[Start of Attachment]

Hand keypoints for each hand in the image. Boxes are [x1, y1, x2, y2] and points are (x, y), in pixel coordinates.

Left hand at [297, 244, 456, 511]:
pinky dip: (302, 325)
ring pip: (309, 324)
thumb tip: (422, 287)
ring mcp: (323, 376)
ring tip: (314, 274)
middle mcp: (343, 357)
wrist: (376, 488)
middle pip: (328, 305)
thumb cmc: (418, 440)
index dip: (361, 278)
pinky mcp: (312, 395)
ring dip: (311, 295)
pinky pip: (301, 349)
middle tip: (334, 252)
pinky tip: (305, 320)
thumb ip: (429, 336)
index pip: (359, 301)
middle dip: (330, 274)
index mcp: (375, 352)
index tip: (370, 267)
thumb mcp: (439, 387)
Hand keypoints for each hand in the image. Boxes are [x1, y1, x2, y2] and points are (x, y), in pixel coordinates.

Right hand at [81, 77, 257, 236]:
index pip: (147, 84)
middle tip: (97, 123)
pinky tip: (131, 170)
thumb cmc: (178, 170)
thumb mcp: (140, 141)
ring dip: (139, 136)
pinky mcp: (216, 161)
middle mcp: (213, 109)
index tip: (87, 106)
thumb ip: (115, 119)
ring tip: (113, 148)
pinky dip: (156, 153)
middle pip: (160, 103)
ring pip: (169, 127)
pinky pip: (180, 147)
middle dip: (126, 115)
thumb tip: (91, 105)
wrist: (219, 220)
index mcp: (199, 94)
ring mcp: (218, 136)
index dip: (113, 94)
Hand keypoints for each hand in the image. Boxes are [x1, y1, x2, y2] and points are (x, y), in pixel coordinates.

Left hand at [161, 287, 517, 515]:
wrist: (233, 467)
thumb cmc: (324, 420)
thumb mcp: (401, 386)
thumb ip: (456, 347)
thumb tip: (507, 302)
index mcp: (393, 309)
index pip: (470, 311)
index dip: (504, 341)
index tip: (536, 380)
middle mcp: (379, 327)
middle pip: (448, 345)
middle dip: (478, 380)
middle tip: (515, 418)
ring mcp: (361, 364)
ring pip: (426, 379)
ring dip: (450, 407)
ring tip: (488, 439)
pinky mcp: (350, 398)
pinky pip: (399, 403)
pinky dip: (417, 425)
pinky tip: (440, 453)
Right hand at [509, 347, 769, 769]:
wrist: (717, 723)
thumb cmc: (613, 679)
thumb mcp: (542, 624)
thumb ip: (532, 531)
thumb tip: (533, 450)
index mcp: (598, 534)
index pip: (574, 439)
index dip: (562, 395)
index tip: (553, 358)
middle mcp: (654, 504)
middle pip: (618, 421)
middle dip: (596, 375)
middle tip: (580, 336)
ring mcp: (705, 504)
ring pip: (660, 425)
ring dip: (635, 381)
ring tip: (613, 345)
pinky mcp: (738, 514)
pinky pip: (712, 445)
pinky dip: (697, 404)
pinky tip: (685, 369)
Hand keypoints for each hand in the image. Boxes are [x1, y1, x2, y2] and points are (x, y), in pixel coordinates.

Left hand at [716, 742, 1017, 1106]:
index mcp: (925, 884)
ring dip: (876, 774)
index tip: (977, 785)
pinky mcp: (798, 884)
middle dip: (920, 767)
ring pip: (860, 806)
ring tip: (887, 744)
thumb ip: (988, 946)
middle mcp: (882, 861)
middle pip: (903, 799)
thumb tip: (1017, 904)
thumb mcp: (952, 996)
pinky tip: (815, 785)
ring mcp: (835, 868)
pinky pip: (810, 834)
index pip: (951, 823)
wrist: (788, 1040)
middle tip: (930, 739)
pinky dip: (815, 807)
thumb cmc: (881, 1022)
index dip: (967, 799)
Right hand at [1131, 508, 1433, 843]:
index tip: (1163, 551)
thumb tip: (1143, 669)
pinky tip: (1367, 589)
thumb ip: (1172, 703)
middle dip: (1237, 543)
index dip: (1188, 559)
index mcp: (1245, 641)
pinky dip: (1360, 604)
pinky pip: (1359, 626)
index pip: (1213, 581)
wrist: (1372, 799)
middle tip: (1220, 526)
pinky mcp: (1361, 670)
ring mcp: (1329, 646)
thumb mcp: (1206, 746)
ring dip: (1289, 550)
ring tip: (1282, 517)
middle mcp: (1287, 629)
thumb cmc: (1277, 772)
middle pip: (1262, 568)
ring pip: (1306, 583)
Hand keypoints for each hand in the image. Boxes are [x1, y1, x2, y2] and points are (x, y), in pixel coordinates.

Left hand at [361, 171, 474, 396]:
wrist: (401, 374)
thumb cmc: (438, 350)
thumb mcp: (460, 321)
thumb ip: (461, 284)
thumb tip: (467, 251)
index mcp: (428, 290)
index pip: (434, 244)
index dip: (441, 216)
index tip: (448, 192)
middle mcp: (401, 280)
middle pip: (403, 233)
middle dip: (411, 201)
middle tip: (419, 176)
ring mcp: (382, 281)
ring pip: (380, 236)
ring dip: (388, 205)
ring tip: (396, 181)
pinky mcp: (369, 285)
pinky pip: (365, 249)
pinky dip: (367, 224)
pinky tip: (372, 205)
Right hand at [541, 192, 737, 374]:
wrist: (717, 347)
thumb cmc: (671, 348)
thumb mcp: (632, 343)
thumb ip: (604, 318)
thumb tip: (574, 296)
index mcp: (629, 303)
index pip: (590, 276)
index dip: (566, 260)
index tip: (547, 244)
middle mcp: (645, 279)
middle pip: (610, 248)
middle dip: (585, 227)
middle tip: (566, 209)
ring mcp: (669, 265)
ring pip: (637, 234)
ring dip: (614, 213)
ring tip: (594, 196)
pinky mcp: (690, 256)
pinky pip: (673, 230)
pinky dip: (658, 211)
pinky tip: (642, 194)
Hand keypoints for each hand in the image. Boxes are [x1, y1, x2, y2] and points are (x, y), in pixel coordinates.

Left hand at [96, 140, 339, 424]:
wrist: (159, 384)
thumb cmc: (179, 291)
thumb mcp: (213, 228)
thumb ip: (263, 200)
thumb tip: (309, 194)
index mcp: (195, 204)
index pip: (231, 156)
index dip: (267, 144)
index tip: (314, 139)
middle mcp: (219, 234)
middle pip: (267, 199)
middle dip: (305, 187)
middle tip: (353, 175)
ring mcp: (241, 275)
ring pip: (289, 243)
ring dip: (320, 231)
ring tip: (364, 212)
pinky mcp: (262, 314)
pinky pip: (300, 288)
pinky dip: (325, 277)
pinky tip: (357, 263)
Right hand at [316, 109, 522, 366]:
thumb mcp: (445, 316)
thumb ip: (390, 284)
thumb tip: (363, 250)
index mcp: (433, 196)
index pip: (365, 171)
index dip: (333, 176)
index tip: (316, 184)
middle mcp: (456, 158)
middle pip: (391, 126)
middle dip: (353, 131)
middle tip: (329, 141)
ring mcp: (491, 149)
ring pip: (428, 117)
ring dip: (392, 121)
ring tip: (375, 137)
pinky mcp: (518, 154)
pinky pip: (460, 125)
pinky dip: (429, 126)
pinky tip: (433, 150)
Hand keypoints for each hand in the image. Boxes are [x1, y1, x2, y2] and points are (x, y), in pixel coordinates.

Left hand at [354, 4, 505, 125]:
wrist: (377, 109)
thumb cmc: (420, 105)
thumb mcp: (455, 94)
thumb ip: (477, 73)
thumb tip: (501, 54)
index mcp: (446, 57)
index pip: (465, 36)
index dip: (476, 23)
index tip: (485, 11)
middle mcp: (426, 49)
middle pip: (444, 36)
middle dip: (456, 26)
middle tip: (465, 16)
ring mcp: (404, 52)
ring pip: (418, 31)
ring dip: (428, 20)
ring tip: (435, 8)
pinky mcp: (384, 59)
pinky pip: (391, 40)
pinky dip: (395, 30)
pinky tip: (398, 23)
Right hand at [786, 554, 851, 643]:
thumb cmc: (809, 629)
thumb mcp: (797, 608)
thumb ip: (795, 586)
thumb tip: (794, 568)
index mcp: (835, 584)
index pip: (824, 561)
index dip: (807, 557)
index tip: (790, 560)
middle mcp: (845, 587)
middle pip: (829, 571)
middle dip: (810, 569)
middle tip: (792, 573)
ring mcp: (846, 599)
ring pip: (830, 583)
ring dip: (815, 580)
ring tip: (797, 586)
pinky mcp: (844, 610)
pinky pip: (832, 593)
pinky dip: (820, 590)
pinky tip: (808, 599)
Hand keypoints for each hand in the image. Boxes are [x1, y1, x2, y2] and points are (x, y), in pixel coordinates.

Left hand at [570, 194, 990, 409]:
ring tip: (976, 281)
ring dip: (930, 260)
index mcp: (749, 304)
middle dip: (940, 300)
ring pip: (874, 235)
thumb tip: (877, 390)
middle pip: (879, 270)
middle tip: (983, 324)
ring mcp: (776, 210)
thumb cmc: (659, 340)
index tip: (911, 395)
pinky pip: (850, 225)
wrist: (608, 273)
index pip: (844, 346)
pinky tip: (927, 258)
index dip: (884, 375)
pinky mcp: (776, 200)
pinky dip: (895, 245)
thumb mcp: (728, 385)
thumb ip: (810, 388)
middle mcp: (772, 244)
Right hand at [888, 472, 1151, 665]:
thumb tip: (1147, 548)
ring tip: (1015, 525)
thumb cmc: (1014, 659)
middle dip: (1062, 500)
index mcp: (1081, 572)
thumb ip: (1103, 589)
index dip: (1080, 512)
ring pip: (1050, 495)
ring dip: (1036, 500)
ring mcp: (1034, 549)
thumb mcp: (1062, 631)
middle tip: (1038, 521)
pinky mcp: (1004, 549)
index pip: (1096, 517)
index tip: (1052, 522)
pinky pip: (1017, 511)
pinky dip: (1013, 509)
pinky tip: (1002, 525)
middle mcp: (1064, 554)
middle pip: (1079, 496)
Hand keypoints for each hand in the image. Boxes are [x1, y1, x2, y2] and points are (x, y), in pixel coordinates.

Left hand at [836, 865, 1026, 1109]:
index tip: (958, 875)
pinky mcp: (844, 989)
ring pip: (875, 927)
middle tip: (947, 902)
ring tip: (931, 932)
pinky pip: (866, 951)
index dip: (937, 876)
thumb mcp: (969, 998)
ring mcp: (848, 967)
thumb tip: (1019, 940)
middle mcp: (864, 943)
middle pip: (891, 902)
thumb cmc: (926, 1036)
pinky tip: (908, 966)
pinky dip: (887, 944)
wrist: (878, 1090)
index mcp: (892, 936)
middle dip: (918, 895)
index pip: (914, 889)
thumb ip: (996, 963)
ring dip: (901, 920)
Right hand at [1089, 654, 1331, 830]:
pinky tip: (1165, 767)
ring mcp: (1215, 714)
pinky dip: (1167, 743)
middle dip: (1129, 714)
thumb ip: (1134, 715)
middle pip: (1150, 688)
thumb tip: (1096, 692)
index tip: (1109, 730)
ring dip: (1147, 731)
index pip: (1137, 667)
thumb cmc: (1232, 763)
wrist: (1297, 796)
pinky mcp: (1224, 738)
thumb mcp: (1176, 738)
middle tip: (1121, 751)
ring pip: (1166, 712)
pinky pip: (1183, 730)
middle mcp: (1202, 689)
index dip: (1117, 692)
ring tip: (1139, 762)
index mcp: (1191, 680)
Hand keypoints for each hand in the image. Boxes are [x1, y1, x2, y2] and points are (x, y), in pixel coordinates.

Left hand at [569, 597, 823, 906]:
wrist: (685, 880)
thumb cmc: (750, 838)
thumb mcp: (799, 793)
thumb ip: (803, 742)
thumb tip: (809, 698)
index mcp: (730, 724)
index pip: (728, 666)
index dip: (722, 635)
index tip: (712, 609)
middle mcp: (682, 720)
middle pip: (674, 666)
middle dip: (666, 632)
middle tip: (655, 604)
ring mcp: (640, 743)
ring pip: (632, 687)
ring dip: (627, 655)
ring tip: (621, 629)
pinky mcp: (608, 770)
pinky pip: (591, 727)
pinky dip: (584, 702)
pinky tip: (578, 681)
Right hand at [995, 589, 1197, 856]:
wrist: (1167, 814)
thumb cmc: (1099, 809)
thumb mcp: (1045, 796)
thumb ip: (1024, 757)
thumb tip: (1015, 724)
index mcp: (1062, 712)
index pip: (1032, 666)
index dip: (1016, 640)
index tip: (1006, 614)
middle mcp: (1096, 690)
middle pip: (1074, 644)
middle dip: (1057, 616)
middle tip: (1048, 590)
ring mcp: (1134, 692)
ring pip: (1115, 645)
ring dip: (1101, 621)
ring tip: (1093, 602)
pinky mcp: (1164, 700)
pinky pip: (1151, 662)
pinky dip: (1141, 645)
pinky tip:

[End of Attachment]

» Work required
Repeat, exactly as they stand above, the lines from the line with "pinky pip: (673, 230)" to the line with "middle mcp: (219, 234)", both lines included.

» Task response
pinky pip: (673, 230)
pinky dip: (658, 211)
pinky tip: (642, 194)
Hand keypoints for each hand in the image. Boxes are [x1, y1, x2, y2] and points are (x, y), in pixel coordinates.

Left hand at [96, 140, 339, 424]:
wrist: (159, 384)
thumb cmc: (179, 291)
thumb mcp: (213, 228)
thumb ip: (263, 200)
thumb tip: (309, 194)
index mcp: (195, 204)
index pip: (231, 156)
index dip: (267, 144)
index tip: (314, 139)
middle mcp: (219, 234)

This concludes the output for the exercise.